O balanço foi divulgado na semana passada: o Banco Nacional apresentou um excelente lucro no trimestre. Nos nove primeiros meses do ano, o lucro líquido, segundo o balanço entregue à Comissão de Valores Mobiliários, foi de R$ 101 milhões.
Durante meses se falou sobre fusão entre o Nacional e o Unibanco. A triste verdade, agora vem à tona, é que o Nacional não tinha apenas um problema de liquidez.
Vamos por partes. Os bancos ganham com a inflação. Captam depósitos e retêm recursos em trânsito, pelos quais não pagam juros, mas são aplicados às altas taxas que prevalecem com a inflação. A súbita queda da inflação reduz essa receita dos bancos, que são obrigados a encontrar alternativas.
Pois bem, bancos existem e são lucrativos em países sem inflação, logo existe vida bancária saudável com preços estáveis. Mas os bancos habituados ao mundo da inflação precisam se adaptar. A transição não é fácil e há sempre a tentação de simplesmente compensar a queda de rentabilidade com o aumento do volume de empréstimos.
A reversão do boom pós-estabilização é implacável com quem optou por esse comportamento míope. A expansão do crédito se defronta com devedores incapazes de honrar seus compromissos. O que parecia uma saída fácil se transforma em um pesadelo. Incapazes de cortar custos e submersos em uma onda de inadimplência, alguns bancos se vêem em dificuldades. Os boatos começam a circular.
Os bancos são animais sensíveis aos boatos. A fuga de depósitos decorrente da perda de confiança pode ser mortal. Os empréstimos não são passíveis de serem cobrados a curto prazo sem grandes prejuízos. Não haveria, portanto, como honrar os depósitos mesmo que o banco estivesse em perfeita saúde. A desconfiança poderia vir a se tornar realidade, ainda que sem nenhuma razão de fundo.
É para evitar esse tipo de profecia auto-realizável que o Banco Central funciona como emprestador de última instância. Empresta ao banco com dificuldade de liquidez até que ele possa cobrar os ativos e saldar os compromissos.
A situação é diferente quando os ativos não são suficientes para cobrir os passivos.
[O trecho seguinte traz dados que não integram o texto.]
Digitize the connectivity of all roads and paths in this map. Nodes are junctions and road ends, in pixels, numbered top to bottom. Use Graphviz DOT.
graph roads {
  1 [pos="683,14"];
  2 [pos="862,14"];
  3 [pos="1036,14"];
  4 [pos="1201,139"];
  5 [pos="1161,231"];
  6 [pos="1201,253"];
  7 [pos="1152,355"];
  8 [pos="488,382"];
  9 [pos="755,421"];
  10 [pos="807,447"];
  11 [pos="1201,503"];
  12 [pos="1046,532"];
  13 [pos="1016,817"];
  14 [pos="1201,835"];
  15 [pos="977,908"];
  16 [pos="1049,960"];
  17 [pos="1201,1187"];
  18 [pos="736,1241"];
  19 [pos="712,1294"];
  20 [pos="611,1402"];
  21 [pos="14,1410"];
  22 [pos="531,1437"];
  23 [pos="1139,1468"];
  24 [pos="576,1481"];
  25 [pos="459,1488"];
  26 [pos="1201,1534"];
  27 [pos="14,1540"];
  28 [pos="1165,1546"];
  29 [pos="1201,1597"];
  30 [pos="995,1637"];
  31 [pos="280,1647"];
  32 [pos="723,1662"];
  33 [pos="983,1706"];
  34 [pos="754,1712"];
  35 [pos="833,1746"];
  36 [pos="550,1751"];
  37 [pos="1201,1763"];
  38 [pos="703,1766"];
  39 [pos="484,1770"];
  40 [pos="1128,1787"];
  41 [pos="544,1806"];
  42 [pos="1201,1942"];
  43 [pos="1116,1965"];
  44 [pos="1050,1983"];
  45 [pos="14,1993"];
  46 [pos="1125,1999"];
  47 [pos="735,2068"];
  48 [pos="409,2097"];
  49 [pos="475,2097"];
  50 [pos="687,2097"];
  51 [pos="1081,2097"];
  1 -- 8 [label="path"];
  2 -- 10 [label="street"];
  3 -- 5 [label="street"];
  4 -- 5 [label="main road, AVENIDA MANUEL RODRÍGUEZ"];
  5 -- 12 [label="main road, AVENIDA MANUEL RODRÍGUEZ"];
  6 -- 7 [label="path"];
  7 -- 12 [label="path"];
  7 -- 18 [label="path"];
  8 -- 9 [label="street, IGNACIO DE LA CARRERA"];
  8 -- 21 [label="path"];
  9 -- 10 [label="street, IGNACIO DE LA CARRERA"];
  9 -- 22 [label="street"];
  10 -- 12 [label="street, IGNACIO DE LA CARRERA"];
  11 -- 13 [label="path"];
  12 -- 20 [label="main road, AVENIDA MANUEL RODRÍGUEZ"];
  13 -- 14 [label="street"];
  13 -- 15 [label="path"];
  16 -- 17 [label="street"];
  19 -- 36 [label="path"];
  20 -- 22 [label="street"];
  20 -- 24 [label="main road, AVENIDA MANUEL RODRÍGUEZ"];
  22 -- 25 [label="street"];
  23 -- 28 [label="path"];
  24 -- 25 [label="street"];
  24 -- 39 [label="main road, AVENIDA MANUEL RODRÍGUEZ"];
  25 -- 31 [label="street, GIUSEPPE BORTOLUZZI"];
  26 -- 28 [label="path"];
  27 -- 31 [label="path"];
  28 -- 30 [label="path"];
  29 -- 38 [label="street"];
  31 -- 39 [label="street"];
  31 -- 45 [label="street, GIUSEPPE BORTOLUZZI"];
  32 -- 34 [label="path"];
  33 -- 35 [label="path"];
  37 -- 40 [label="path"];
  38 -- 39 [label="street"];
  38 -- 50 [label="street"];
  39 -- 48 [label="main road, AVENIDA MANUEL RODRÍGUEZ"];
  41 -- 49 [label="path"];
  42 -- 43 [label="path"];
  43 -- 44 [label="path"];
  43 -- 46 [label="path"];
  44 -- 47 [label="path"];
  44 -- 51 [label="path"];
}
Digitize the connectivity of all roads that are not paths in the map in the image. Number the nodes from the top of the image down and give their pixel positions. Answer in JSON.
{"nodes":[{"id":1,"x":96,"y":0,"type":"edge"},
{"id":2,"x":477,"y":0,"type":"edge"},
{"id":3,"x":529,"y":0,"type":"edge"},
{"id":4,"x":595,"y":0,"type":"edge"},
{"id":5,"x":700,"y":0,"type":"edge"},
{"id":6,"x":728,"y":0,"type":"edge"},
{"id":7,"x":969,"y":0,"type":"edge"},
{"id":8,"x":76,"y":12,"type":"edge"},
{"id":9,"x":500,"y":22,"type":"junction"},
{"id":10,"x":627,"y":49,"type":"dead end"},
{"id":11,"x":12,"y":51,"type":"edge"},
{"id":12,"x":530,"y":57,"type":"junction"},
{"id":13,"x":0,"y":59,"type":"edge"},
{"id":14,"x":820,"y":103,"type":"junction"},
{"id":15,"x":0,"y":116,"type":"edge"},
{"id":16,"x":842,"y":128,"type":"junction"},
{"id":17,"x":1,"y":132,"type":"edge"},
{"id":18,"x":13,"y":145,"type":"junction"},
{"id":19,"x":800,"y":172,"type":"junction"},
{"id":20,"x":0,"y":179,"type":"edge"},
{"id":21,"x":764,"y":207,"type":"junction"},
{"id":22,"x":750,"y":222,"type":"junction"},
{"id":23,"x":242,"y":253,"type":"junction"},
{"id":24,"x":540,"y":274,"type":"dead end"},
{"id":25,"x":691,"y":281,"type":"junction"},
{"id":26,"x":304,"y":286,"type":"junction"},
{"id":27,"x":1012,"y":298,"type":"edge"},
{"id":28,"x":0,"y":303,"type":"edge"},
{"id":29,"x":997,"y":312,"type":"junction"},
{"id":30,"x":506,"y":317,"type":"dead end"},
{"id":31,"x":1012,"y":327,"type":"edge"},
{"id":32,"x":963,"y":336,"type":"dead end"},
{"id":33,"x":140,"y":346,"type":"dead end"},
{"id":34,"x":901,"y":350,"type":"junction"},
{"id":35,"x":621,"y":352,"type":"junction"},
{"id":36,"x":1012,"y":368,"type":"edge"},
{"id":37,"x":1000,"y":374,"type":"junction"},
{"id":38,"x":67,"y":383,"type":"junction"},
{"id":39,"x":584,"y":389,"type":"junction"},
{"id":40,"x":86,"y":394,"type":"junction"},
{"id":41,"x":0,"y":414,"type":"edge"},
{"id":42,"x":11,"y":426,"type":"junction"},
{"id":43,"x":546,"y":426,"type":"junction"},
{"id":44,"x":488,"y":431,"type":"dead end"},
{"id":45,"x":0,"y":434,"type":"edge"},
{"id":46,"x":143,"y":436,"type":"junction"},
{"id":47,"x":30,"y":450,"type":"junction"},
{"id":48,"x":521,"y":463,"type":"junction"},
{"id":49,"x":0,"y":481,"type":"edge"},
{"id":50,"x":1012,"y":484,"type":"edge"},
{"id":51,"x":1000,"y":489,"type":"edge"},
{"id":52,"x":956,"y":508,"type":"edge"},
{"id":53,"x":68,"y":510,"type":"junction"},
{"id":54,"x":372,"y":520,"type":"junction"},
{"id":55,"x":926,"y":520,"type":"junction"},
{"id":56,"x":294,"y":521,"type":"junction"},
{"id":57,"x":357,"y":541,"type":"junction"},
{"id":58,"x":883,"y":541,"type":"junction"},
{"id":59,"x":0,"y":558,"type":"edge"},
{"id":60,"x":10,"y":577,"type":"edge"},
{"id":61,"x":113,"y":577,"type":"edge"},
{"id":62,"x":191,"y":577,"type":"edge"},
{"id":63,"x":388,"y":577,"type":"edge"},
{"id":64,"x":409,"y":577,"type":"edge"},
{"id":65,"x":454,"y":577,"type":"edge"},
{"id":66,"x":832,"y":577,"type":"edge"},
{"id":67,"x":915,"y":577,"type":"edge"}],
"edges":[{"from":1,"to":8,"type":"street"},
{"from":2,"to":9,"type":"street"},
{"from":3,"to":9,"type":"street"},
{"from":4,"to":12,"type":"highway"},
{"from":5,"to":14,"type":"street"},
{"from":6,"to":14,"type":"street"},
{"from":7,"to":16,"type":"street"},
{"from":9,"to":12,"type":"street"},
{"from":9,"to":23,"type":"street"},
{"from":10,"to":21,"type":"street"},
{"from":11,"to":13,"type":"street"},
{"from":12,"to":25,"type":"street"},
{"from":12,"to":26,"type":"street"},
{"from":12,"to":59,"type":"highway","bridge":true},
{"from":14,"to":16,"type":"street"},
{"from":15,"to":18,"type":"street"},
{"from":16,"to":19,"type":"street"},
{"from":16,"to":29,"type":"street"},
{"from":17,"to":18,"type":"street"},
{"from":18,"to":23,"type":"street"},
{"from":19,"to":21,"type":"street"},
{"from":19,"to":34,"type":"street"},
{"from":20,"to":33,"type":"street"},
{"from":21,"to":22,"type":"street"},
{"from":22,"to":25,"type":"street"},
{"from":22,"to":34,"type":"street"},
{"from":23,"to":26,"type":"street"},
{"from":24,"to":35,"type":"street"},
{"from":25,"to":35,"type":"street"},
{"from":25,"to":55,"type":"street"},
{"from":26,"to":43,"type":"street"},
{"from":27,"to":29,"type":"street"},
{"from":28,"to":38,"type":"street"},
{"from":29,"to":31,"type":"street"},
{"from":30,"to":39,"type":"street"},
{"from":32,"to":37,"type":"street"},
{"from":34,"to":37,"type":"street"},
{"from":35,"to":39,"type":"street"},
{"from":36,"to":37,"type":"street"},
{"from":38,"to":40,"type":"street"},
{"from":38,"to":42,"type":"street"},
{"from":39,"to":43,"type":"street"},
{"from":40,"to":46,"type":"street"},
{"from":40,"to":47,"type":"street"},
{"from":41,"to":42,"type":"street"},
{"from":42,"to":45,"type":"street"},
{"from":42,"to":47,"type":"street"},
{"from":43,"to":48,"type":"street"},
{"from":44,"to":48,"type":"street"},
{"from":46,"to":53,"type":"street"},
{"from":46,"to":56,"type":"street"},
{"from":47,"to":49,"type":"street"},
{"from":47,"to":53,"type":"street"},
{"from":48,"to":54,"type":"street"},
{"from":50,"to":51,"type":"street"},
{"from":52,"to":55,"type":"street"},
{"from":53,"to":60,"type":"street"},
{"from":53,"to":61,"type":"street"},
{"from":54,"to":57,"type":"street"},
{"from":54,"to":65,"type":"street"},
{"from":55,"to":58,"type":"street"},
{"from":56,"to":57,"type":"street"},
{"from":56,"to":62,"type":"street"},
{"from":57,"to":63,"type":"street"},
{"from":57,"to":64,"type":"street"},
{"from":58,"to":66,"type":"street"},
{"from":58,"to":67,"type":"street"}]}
Nesse caso, o banco não tem apenas um problema de liquidez, tem um furo patrimonial. Em bom português: está quebrado.
É bom deixar claro que nenhum banco quebra de repente, por fuga de depósitos, se tiver acesso ao redesconto do Banco Central. Embora não necessariamente por má-fé -o Nacional é um banco de gente séria-, um banco só quebra por má gestão.
Fusões e incorporações de bancos saudáveis ou até mesmo em dificuldades, mas sem furo patrimonial, não precisam de subsídios do Banco Central ou de vantagens fiscais. O que requer tais medidas é a absorção do prejuízo de bancos quebrados. E, nesse caso, por mais difícil que isso possa parecer, tais medidas são corretas se há risco de crise sistêmica. Os custos poderiam vir a ser muitos maiores.
Evitar crises sistêmicas é um bem público que justifica o uso de dinheiro público. Mas com tantas demandas prementes, mais difícil ainda é explicar como os balanços podem ser tão extraordinariamente enganadores e o problema chegar ao ponto a que chega antes de ser enfrentado.